The role comes during a landmark year —ten years since Dawson debuted in Kids, and eleven years since Rent debuted at the New York Theatre Workshop on East Fourth Street.

“The anniversary has been very nostalgic for me and everyone from Rent. It’s the circle of life,” Dawson says, quoting The Lion King without irony. “Everyone’s right here, where I came up, where I was discovered. It really is bohemia—it’s based on La Bohème, of course—that idealism of not taking anyone else’s rules for what this life is, not settling for air-conditioning, just making that love and beauty and life … ”

Bona fide East Village celebrities are local treasures, like the dodo or the $1 hot dog. Rosario Dawson is one such hot dog.

If filming 25th Hour taught Rosario that “your life can change in a day” and Kids taught her that “the choices you make aren’t arbitrary; they matter,” then Rent has reminded her that “I want to leave a legacy.” She’s producing a film this fall for a childhood friend to direct, expanding her political activism (she recently spoke out against the Guantánamo detentions), and is even considering going back to school. If anything, she says, she’s learned from her mistakes that “I’m not going to do another movie that I hate. If I was ever stuck away from my family doing something cute, and something terrible happened, I’d hate myself.”

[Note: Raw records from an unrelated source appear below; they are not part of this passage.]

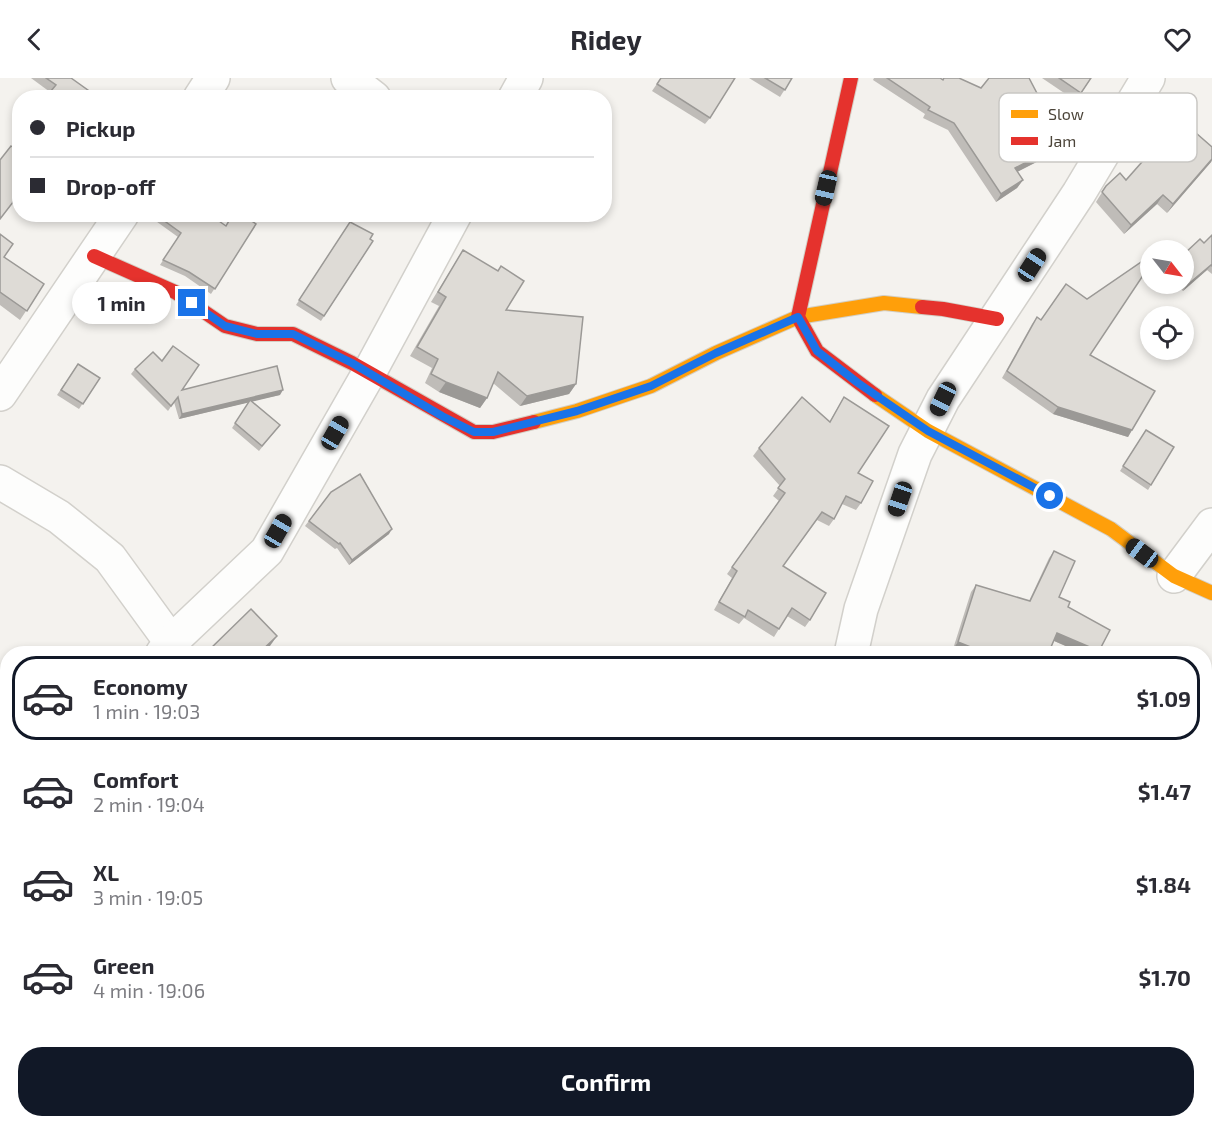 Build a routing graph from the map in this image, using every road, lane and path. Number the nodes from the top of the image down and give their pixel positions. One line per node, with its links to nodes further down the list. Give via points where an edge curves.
1 (348, 78): 4 (street)
2 (850, 78): 10 (street)
3 (1149, 78): 5 (street)
4 (364, 90)
5 (1140, 93)
6 (1098, 162): 11 (street)
7 (117, 222): 9 (street)
8 (451, 222): 12 (street)
9 (94, 256): 12 (street, via 175,292 225,326 257,334 293,334); 13 (street)
10 (798, 317): 11 (street, via 884,303); 12 (street, via 651,386 577,411 493,432 474,432); 14 (street, via 817,351)
11 (997, 319): 14 (street, via 943,399)
12 (369, 373): 20 (street, via 267,551)
13 (0, 394)
14 (928, 431): 17 (street, via 1111,529); 21 (street, via 915,454 861,609)
15 (0, 482): 19 (street, via 59,517 110,558)
16 (1212, 525): 17 (street)
17 (1174, 576): 18 (street)
18 (1212, 593)
19 (166, 646)
20 (169, 646)
21 (853, 646) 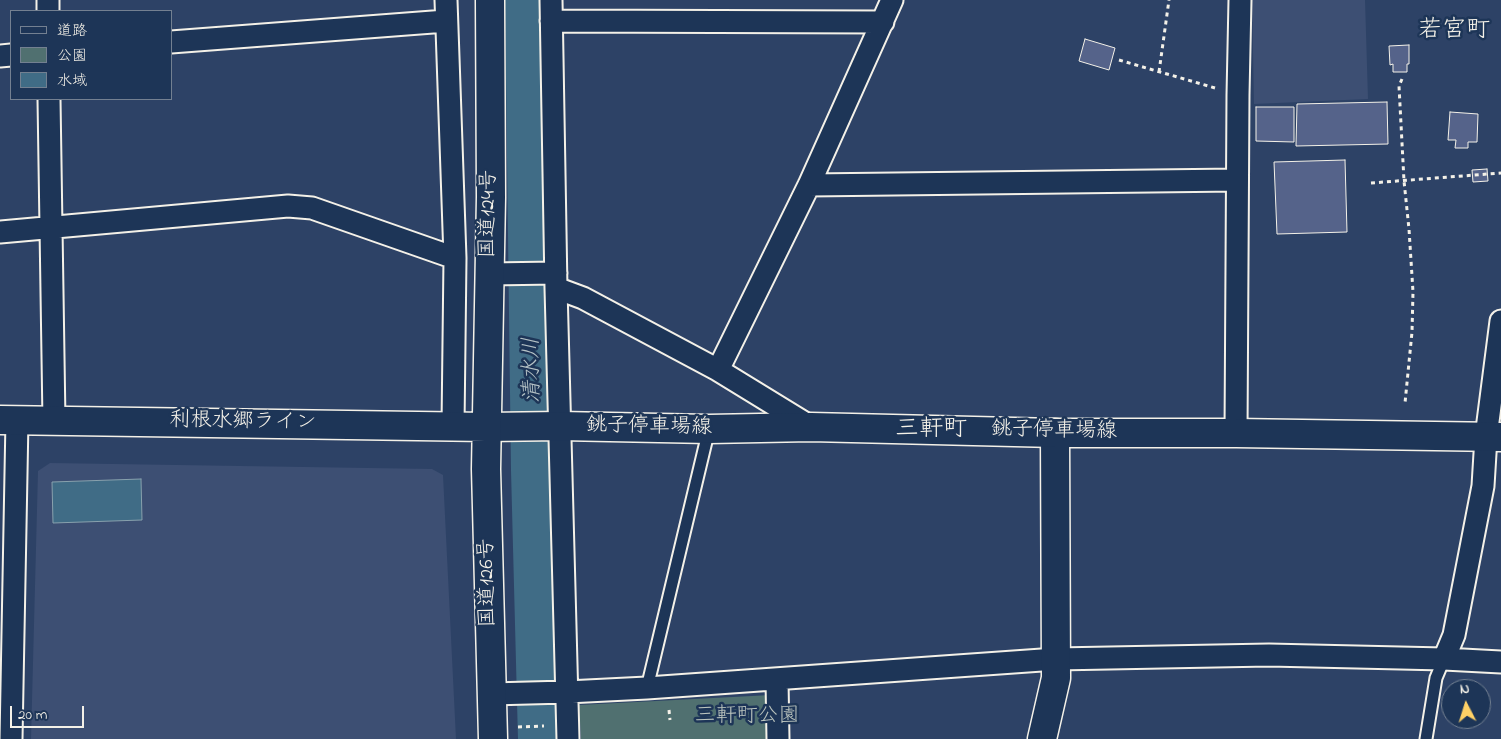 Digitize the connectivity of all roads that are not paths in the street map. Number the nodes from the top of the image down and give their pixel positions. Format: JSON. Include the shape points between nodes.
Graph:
{"nodes":[{"id":1,"x":490,"y":0,"type":"edge"},
{"id":2,"x":551,"y":0,"type":"edge"},
{"id":3,"x":892,"y":0,"type":"edge"},
{"id":4,"x":1240,"y":0,"type":"edge"},
{"id":5,"x":446,"y":10,"type":"edge"},
{"id":6,"x":551,"y":21,"type":"junction"},
{"id":7,"x":883,"y":22,"type":"junction"},
{"id":8,"x":172,"y":42,"type":"edge"},
{"id":9,"x":49,"y":100,"type":"edge"},
{"id":10,"x":1237,"y":180,"type":"junction"},
{"id":11,"x":809,"y":185,"type":"junction"},
{"id":12,"x":51,"y":226,"type":"junction"},
{"id":13,"x":0,"y":232,"type":"edge"},
{"id":14,"x":455,"y":258,"type":"junction"},
{"id":15,"x":489,"y":274,"type":"junction"},
{"id":16,"x":556,"y":280,"type":"junction"},
{"id":17,"x":1501,"y":321,"type":"edge"},
{"id":18,"x":718,"y":370,"type":"junction"},
{"id":19,"x":9,"y":420,"type":"edge"},
{"id":20,"x":54,"y":421,"type":"junction"},
{"id":21,"x":453,"y":426,"type":"junction"},
{"id":22,"x":560,"y":426,"type":"junction"},
{"id":23,"x":487,"y":427,"type":"junction"},
{"id":24,"x":810,"y":427,"type":"junction"},
{"id":25,"x":709,"y":429,"type":"junction"},
{"id":26,"x":1236,"y":433,"type":"junction"},
{"id":27,"x":1055,"y":434,"type":"junction"},
{"id":28,"x":1494,"y":437,"type":"edge"},
{"id":29,"x":1056,"y":659,"type":"junction"},
{"id":30,"x":1444,"y":659,"type":"junction"},
{"id":31,"x":1501,"y":662,"type":"edge"},
{"id":32,"x":777,"y":680,"type":"junction"},
{"id":33,"x":6,"y":681,"type":"edge"},
{"id":34,"x":647,"y":688,"type":"junction"},
{"id":35,"x":567,"y":692,"type":"junction"},
{"id":36,"x":504,"y":694,"type":"junction"},
{"id":37,"x":11,"y":739,"type":"edge"},
{"id":38,"x":493,"y":739,"type":"edge"},
{"id":39,"x":568,"y":739,"type":"edge"},
{"id":40,"x":778,"y":739,"type":"edge"},
{"id":41,"x":1042,"y":739,"type":"edge"},
{"id":42,"x":1426,"y":739,"type":"edge"}],
"edges":[{"from":1,"to":15,"type":"main road","name":"国道124号"},
{"from":2,"to":6,"type":"street"},
{"from":3,"to":7,"type":"street"},
{"from":4,"to":10,"type":"street"},
{"from":5,"to":8,"type":"street"},
{"from":5,"to":14,"type":"street"},
{"from":6,"to":7,"type":"street"},
{"from":6,"to":16,"type":"street"},
{"from":7,"to":11,"type":"street"},
{"from":9,"to":12,"type":"street"},
{"from":10,"to":11,"type":"street"},
{"from":10,"to":26,"type":"street"},
{"from":11,"to":18,"type":"street"},
{"from":12,"to":13,"type":"street"},
{"from":12,"to":14,"type":"street","via":[[288,206],[312,208]]},
{"from":12,"to":20,"type":"street"},
{"from":14,"to":21,"type":"street"},
{"from":15,"to":16,"type":"street"},
{"from":15,"to":23,"type":"main road","name":"国道124号"},
{"from":16,"to":18,"type":"street","via":[[583,298]]},
{"from":16,"to":22,"type":"street"},
{"from":17,"to":28,"type":"street"},
{"from":18,"to":24,"type":"street"},
{"from":19,"to":20,"type":"main road","name":"利根水郷ライン"},
{"from":19,"to":33,"type":"street"},
{"from":20,"to":21,"type":"main road","name":"利根水郷ライン"},
{"from":21,"to":23,"type":"main road","name":"利根水郷ライン"},
{"from":22,"to":23,"type":"main road","name":"銚子停車場線"},
{"from":22,"to":25,"type":"main road","name":"銚子停車場線"},
{"from":22,"to":35,"type":"street"},
{"from":23,"to":36,"type":"main road","name":"国道126号"},
{"from":24,"to":25,"type":"main road","name":"銚子停車場線"},
{"from":24,"to":27,"type":"main road","name":"銚子停車場線"},
{"from":25,"to":34,"type":"lane"},
{"from":26,"to":27,"type":"main road","name":"銚子停車場線"},
{"from":26,"to":28,"type":"main road","name":"銚子停車場線"},
{"from":27,"to":29,"type":"main road"},
{"from":28,"to":30,"type":"street","via":[[1454,635]]},
{"from":29,"to":30,"type":"street","via":[[1269,655]]},
{"from":29,"to":32,"type":"street"},
{"from":29,"to":41,"type":"main road","via":[[1056,678]]},
{"from":30,"to":31,"type":"street"},
{"from":30,"to":42,"type":"lane","via":[[1436,678]]},
{"from":32,"to":34,"type":"street"},
{"from":32,"to":40,"type":"street"},
{"from":33,"to":37,"type":"street"},
{"from":34,"to":35,"type":"street"},
{"from":35,"to":36,"type":"street"},
{"from":35,"to":39,"type":"street"},
{"from":36,"to":38,"type":"main road","name":"国道126号"}]} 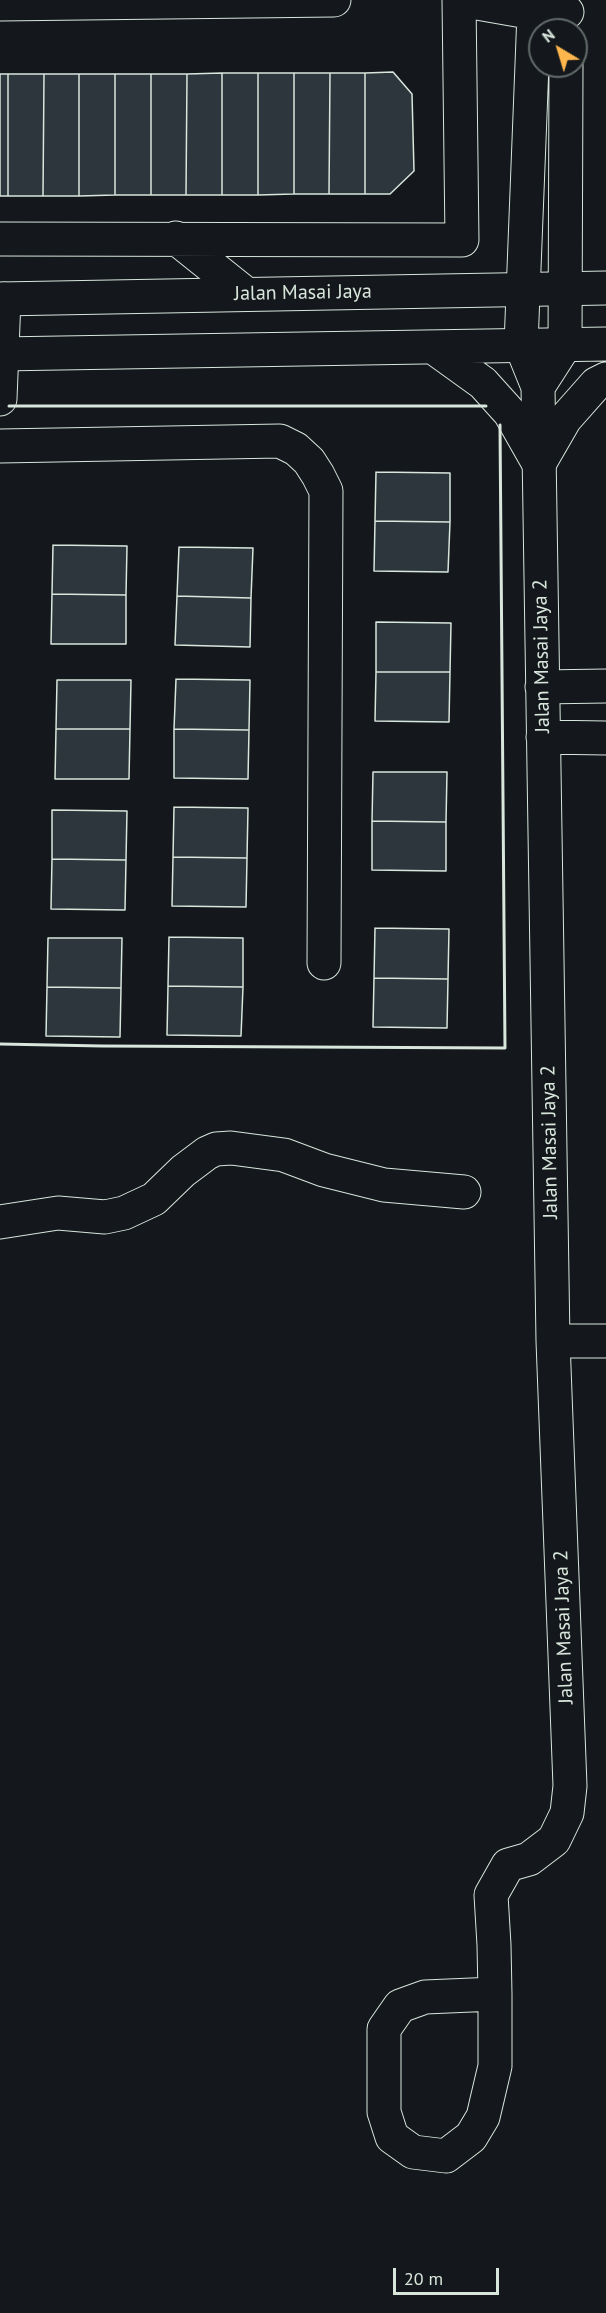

But first, there’s Two Gentlemen of Verona in Central Park. “It’s hippie-dippy, seventies fun, a totally funky, awesome show,” she says, thoroughly enjoying her first trip to the stage. “It’s Shakespeare for the people that anybody can get.” She describes a summer-camp vibe among the cast, complete with a few Fresh Air Fund wildlife sightings.

“We have dragonflies and mosquitoes, and there was this whole flock of birds—I don’t know what to call ’em—cranes or something,” says the native New Yorker, amazed. “Raccoons scrounge around the stage and look at you, like, I’m trying to eat over here. You wanna start some damage? Well, come on … I’m used to rats and garbage bags shaking—but raccoons?

Perhaps the wildlife will be more friendly out West. It may come as a shock to her faithful, but when the play is over, the queen of the East Village will be leaving her people. She and her boyfriend, actor Jason Lewis (best known as Samantha’s washboard-abbed boyfriend on Sex and the City), are moving out of the city and in together. In California. “I was always against that,” she says, almost apologetically, promising that she’ll visit regularly. “We have our two Ridgebacks together, and they’re big dogs. I can’t imagine having them in a tiny apartment.”

Still, like a suburbanite afraid of visiting the city, Dawson worries about safety.

“There’s no fire escape—so what do you do?” Dawson frets. “I’m used to being surrounded by people, above me, below me, next door. We’ll be alone. And we’re going to be on the first floor—I’ve never been on the first floor. What’s gonna keep people from just walking in?”